Repeat each entry below exactly as it stands.

━━━━━━━━━━

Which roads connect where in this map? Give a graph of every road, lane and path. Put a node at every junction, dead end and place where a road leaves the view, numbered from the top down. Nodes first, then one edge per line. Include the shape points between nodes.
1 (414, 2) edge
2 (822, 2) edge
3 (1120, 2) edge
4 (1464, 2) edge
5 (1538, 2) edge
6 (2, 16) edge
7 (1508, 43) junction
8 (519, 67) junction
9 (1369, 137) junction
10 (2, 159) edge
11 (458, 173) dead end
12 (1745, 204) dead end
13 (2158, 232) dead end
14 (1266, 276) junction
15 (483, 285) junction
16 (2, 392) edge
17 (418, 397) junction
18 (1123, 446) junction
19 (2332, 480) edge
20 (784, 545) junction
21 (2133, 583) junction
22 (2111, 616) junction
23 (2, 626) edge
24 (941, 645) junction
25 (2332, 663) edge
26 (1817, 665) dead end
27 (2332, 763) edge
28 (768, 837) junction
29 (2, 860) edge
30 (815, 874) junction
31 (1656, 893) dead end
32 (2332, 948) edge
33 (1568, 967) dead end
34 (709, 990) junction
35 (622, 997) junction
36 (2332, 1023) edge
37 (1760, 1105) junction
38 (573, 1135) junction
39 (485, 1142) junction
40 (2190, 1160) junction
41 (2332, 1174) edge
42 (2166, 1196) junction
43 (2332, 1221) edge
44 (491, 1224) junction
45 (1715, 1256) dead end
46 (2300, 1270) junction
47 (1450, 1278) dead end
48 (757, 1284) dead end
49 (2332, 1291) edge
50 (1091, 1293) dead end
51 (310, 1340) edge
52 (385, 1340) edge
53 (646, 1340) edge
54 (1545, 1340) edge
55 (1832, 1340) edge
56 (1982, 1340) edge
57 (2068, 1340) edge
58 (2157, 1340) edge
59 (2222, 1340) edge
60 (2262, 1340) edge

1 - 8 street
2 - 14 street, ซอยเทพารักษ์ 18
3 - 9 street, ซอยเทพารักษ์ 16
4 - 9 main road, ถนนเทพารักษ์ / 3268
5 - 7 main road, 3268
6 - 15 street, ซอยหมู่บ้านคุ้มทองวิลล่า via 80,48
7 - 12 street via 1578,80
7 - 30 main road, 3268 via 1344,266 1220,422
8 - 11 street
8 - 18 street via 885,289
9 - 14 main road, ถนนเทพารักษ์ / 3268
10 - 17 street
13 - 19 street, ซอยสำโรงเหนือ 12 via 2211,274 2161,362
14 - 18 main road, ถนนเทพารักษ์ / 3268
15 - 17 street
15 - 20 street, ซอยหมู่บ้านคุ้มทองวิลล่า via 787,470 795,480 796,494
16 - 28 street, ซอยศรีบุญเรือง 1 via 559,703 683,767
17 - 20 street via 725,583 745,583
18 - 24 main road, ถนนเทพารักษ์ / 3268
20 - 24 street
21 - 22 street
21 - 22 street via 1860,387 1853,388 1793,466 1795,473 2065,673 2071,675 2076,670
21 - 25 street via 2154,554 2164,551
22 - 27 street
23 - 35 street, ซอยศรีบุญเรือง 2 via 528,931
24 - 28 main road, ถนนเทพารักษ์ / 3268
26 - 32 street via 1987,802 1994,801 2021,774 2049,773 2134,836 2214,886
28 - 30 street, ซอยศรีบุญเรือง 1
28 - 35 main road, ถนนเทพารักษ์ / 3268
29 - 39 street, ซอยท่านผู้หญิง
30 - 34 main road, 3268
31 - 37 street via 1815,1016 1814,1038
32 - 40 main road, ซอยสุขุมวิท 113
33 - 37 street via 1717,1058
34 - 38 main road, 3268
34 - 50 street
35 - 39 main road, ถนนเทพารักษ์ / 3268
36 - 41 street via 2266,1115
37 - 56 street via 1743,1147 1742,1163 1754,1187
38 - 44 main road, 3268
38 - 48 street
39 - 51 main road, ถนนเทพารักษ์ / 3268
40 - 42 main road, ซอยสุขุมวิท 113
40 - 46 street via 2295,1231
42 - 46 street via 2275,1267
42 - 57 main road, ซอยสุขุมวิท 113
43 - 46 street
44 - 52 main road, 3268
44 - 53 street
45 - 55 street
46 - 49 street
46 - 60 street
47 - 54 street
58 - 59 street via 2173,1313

━━━━━━━━━━

#### RESULT FOR THIS EXERCISE
Which roads connect where in this map? Give a graph of every road, lane and path. Put a node at every junction, dead end and place where a road leaves the view, numbered from the top down. Nodes first, then one edge per line. Include the shape points between nodes.
1 (414, 2) edge
2 (822, 2) edge
3 (1120, 2) edge
4 (1464, 2) edge
5 (1538, 2) edge
6 (2, 16) edge
7 (1508, 43) junction
8 (519, 67) junction
9 (1369, 137) junction
10 (2, 159) edge
11 (458, 173) dead end
12 (1745, 204) dead end
13 (2158, 232) dead end
14 (1266, 276) junction
15 (483, 285) junction
16 (2, 392) edge
17 (418, 397) junction
18 (1123, 446) junction
19 (2332, 480) edge
20 (784, 545) junction
21 (2133, 583) junction
22 (2111, 616) junction
23 (2, 626) edge
24 (941, 645) junction
25 (2332, 663) edge
26 (1817, 665) dead end
27 (2332, 763) edge
28 (768, 837) junction
29 (2, 860) edge
30 (815, 874) junction
31 (1656, 893) dead end
32 (2332, 948) edge
33 (1568, 967) dead end
34 (709, 990) junction
35 (622, 997) junction
36 (2332, 1023) edge
37 (1760, 1105) junction
38 (573, 1135) junction
39 (485, 1142) junction
40 (2190, 1160) junction
41 (2332, 1174) edge
42 (2166, 1196) junction
43 (2332, 1221) edge
44 (491, 1224) junction
45 (1715, 1256) dead end
46 (2300, 1270) junction
47 (1450, 1278) dead end
48 (757, 1284) dead end
49 (2332, 1291) edge
50 (1091, 1293) dead end
51 (310, 1340) edge
52 (385, 1340) edge
53 (646, 1340) edge
54 (1545, 1340) edge
55 (1832, 1340) edge
56 (1982, 1340) edge
57 (2068, 1340) edge
58 (2157, 1340) edge
59 (2222, 1340) edge
60 (2262, 1340) edge

1 - 8 street
2 - 14 street, ซอยเทพารักษ์ 18
3 - 9 street, ซอยเทพารักษ์ 16
4 - 9 main road, ถนนเทพารักษ์ / 3268
5 - 7 main road, 3268
6 - 15 street, ซอยหมู่บ้านคุ้มทองวิลล่า via 80,48
7 - 12 street via 1578,80
7 - 30 main road, 3268 via 1344,266 1220,422
8 - 11 street
8 - 18 street via 885,289
9 - 14 main road, ถนนเทพารักษ์ / 3268
10 - 17 street
13 - 19 street, ซอยสำโรงเหนือ 12 via 2211,274 2161,362
14 - 18 main road, ถนนเทพารักษ์ / 3268
15 - 17 street
15 - 20 street, ซอยหมู่บ้านคุ้มทองวิลล่า via 787,470 795,480 796,494
16 - 28 street, ซอยศรีบุญเรือง 1 via 559,703 683,767
17 - 20 street via 725,583 745,583
18 - 24 main road, ถนนเทพารักษ์ / 3268
20 - 24 street
21 - 22 street
21 - 22 street via 1860,387 1853,388 1793,466 1795,473 2065,673 2071,675 2076,670
21 - 25 street via 2154,554 2164,551
22 - 27 street
23 - 35 street, ซอยศรีบุญเรือง 2 via 528,931
24 - 28 main road, ถนนเทพารักษ์ / 3268
26 - 32 street via 1987,802 1994,801 2021,774 2049,773 2134,836 2214,886
28 - 30 street, ซอยศรีบุญเรือง 1
28 - 35 main road, ถนนเทพารักษ์ / 3268
29 - 39 street, ซอยท่านผู้หญิง
30 - 34 main road, 3268
31 - 37 street via 1815,1016 1814,1038
32 - 40 main road, ซอยสุขุมวิท 113
33 - 37 street via 1717,1058
34 - 38 main road, 3268
34 - 50 street
35 - 39 main road, ถนนเทพารักษ์ / 3268
36 - 41 street via 2266,1115
37 - 56 street via 1743,1147 1742,1163 1754,1187
38 - 44 main road, 3268
38 - 48 street
39 - 51 main road, ถนนเทพารักษ์ / 3268
40 - 42 main road, ซอยสุขุมวิท 113
40 - 46 street via 2295,1231
42 - 46 street via 2275,1267
42 - 57 main road, ซอยสุขุมวิท 113
43 - 46 street
44 - 52 main road, 3268
44 - 53 street
45 - 55 street
46 - 49 street
46 - 60 street
47 - 54 street
58 - 59 street via 2173,1313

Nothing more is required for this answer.